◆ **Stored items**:

▼▼▼

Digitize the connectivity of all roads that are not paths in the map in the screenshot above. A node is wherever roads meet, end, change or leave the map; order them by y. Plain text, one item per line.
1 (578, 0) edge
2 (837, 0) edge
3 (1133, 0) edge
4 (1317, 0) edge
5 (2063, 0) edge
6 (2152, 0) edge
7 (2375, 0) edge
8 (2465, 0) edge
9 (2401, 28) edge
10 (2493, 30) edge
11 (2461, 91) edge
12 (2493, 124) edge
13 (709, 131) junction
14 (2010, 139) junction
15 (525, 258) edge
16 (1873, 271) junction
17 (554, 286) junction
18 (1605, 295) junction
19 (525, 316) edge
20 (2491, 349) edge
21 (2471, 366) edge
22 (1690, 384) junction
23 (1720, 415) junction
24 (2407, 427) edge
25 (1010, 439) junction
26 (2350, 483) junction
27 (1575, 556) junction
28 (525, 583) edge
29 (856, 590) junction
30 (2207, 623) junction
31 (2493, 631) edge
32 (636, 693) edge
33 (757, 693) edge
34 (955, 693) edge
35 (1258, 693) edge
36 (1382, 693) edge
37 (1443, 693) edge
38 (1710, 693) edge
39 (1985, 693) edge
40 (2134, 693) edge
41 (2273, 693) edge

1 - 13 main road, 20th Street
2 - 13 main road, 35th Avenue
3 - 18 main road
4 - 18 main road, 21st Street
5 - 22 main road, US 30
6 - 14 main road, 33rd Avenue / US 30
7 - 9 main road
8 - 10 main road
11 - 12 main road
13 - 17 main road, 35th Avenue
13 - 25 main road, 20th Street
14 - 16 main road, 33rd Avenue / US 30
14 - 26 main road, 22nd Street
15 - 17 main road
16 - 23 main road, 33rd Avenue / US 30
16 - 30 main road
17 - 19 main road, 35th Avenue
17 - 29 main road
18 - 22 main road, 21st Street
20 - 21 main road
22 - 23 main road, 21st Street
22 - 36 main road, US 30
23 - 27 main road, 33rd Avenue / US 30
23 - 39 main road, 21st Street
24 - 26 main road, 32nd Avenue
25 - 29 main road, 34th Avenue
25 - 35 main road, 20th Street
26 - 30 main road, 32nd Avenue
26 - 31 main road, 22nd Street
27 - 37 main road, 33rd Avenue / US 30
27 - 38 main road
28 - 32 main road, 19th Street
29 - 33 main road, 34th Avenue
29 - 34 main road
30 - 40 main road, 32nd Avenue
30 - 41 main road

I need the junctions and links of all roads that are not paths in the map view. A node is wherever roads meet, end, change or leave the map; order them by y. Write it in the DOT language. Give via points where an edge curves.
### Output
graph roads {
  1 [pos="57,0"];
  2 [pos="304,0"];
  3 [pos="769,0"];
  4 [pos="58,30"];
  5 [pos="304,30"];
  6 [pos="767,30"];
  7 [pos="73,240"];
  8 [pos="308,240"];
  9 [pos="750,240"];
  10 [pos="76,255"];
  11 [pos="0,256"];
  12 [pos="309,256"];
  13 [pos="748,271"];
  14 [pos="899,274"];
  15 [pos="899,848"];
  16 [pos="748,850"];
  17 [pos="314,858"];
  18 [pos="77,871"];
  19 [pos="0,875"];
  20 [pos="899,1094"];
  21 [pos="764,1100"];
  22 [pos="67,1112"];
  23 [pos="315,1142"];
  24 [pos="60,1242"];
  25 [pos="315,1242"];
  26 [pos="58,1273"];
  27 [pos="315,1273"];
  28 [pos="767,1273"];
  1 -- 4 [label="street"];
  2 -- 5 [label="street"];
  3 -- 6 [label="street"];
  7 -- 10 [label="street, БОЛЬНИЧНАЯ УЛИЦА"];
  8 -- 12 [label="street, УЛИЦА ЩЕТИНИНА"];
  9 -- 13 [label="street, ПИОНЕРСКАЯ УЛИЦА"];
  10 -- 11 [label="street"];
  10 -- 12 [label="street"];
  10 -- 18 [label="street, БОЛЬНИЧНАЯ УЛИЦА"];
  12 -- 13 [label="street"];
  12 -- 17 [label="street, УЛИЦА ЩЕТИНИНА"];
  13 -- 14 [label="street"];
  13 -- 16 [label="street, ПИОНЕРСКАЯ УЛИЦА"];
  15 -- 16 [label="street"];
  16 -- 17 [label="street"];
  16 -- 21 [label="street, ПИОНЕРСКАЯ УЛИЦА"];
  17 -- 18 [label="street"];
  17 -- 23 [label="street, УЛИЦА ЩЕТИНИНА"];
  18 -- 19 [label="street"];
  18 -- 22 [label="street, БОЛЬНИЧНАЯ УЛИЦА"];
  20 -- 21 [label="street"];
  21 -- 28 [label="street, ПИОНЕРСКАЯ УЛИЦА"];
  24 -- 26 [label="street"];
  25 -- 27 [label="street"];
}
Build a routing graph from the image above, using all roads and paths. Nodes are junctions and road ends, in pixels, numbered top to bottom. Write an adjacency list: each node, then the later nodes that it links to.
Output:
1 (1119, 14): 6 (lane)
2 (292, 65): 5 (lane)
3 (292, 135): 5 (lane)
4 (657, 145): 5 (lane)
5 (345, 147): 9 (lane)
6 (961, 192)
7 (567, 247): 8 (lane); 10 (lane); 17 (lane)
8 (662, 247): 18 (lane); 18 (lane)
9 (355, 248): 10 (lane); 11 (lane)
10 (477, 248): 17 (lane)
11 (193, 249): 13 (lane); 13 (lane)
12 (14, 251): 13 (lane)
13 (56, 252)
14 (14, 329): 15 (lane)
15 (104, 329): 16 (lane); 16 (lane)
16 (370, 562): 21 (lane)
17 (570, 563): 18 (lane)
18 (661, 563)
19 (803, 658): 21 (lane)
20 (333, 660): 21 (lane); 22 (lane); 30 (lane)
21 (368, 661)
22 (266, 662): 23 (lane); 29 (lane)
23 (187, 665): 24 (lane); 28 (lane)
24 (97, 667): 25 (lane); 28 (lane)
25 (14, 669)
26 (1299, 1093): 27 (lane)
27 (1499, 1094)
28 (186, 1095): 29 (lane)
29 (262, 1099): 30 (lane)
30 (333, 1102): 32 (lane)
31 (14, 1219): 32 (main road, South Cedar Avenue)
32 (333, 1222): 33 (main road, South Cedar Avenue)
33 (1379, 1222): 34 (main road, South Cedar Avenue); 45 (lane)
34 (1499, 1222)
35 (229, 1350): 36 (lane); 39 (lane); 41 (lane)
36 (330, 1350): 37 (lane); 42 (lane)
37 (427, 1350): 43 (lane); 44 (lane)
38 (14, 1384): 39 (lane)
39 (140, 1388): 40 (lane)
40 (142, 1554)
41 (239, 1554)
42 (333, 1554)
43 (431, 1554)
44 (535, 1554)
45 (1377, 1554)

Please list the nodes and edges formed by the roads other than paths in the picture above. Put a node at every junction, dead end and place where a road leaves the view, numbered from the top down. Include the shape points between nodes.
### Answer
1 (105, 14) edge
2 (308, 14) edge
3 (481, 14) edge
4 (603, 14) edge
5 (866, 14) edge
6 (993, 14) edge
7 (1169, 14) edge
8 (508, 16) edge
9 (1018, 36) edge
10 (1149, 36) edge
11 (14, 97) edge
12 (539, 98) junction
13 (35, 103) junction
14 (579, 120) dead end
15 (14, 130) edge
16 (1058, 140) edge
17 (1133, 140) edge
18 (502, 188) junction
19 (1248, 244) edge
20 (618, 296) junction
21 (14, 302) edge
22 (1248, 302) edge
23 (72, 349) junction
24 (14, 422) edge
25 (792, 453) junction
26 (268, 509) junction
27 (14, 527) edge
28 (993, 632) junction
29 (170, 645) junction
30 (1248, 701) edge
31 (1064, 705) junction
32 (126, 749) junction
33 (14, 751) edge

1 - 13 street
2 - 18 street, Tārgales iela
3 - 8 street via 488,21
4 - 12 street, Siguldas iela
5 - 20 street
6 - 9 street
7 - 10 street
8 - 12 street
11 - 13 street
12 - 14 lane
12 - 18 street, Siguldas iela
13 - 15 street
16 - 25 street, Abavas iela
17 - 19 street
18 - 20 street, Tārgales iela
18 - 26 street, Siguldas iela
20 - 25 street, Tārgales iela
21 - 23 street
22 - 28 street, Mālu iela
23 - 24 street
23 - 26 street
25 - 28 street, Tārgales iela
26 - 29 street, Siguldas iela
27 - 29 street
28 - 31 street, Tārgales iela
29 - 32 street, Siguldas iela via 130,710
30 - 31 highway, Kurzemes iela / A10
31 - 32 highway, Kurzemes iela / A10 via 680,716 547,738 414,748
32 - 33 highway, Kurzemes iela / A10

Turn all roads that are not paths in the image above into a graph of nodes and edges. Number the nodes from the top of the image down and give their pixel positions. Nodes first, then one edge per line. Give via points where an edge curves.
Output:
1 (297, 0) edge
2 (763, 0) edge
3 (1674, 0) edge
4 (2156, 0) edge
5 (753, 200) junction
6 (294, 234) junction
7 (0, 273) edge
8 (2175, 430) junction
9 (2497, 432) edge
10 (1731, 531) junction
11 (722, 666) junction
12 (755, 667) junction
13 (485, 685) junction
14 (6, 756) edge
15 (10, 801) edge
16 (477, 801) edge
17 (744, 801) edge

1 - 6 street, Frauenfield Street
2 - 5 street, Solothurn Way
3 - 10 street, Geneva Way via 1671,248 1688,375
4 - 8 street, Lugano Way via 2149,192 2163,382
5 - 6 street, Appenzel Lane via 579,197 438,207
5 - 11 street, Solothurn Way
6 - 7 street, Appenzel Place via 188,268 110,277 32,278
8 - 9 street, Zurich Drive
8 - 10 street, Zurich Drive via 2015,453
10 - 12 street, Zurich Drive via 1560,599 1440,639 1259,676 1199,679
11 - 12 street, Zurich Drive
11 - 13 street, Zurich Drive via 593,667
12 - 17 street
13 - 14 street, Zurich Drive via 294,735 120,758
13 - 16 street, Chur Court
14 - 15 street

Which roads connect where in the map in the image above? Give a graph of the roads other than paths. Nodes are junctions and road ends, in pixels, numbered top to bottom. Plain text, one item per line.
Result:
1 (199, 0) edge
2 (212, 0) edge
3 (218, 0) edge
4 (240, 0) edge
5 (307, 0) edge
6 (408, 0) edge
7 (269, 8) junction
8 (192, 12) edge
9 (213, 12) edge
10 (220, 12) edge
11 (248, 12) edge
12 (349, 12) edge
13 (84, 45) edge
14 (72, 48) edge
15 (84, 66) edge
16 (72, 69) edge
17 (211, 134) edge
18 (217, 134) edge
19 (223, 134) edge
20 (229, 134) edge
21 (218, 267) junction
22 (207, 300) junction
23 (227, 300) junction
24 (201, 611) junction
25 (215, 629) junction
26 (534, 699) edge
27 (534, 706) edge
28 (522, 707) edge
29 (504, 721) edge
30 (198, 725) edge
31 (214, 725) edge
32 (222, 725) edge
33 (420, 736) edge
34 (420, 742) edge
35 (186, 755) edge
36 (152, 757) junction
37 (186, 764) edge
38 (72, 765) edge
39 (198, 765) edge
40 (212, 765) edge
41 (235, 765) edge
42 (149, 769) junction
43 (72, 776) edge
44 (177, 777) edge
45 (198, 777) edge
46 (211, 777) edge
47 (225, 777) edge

▲▲▲

◆ **What is required**:
Where a line of the entries contains the word "meet", copy that line.

◆ **Task answer**:
Digitize the connectivity of all roads that are not paths in the map in the screenshot above. A node is wherever roads meet, end, change or leave the map; order them by y. Plain text, one item per line.
I need the junctions and links of all roads that are not paths in the map view. A node is wherever roads meet, end, change or leave the map; order them by y. Write it in the DOT language. Give via points where an edge curves.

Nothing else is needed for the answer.